Amphion
Amphion copied to clipboard
[Help]: Requesting some guidance / documentation on choosing appropriate parameters for mssbcqt
Hello! I'd be very glad if I could get some more information how to adapt mssbcqt discriminator for 48khz audio.

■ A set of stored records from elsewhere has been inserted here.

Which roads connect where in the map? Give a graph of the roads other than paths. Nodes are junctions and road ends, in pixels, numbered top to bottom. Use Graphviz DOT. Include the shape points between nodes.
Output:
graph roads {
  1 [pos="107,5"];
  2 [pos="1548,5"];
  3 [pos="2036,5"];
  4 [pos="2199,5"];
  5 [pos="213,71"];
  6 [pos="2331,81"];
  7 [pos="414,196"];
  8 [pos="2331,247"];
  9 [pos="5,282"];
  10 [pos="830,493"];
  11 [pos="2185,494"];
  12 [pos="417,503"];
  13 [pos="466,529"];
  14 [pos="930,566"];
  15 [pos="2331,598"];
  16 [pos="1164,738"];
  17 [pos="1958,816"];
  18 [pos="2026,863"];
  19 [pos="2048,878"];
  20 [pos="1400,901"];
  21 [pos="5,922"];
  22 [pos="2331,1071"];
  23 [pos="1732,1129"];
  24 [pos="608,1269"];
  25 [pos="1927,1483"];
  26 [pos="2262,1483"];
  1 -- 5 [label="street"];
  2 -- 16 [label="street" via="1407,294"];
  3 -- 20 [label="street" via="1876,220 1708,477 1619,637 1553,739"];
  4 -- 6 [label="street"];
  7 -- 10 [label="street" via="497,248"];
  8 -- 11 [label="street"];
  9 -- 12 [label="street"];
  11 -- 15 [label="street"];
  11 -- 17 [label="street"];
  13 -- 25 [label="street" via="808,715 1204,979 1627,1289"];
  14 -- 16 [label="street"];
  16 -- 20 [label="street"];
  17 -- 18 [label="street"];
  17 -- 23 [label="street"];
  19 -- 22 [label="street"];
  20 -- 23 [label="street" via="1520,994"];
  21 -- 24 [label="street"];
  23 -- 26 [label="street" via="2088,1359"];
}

Lately I've been trying to improve the current architecture of RVC ( retrieval-based-voice-conversion ) by adopting ms-sb-cqt and ms-stft discriminators however from what I can see, it was tested on ( and supposedly the config is for ) 24khz audio. Essentially, I am interested in receiving some guidance on how to properly decide on params for cqt.:
filters=32,
max_filters=1024,
filters_scale=1,
dilations=[1, 2, 4],
in_channels=1,
out_channels=1,
hop_lengths= [512, 256, 256],
n_octaves=[9, 9, 9],
bins_per_octaves=[24, 36, 48],
For more details, this is the current config I use for training pretrained models for rvc:
},
"data": {
"max_wav_value": 32768.0,
"sampling_rate": 48000,
"filter_length": 2048,
"hop_length": 480,
"win_length": 2048,
"n_mel_channels": 128,
"mel_fmin": 0.0,
"mel_fmax": null
},
"model": {
"inter_channels": 192,
"hidden_channels": 192,
"filter_channels": 768,
"n_heads": 2,
"n_layers": 6,
"kernel_size": 3,
"p_dropout": 0,
"resblock": "1",
"resblock_kernel_sizes": [3,7,11],
"resblock_dilation_sizes": [[1,3,5], [1,3,5], [1,3,5]],
"upsample_rates": [12,10,2,2],
"upsample_initial_channel": 512,
"upsample_kernel_sizes": [24,20,4,4],
"use_spectral_norm": false,
"gin_channels": 256,
"spk_embed_dim": 109
}
}
As an important note: I intend to pair mssbcqt / msstft combo along with the existing MultiPeriodDiscriminator used in RVC. Kindly thank you in advance!
Bumping up.
@VocodexElysium Hmm.. So then? Any kind of feedback I can count for? ( Pardon the @ but it's been 2 weeks )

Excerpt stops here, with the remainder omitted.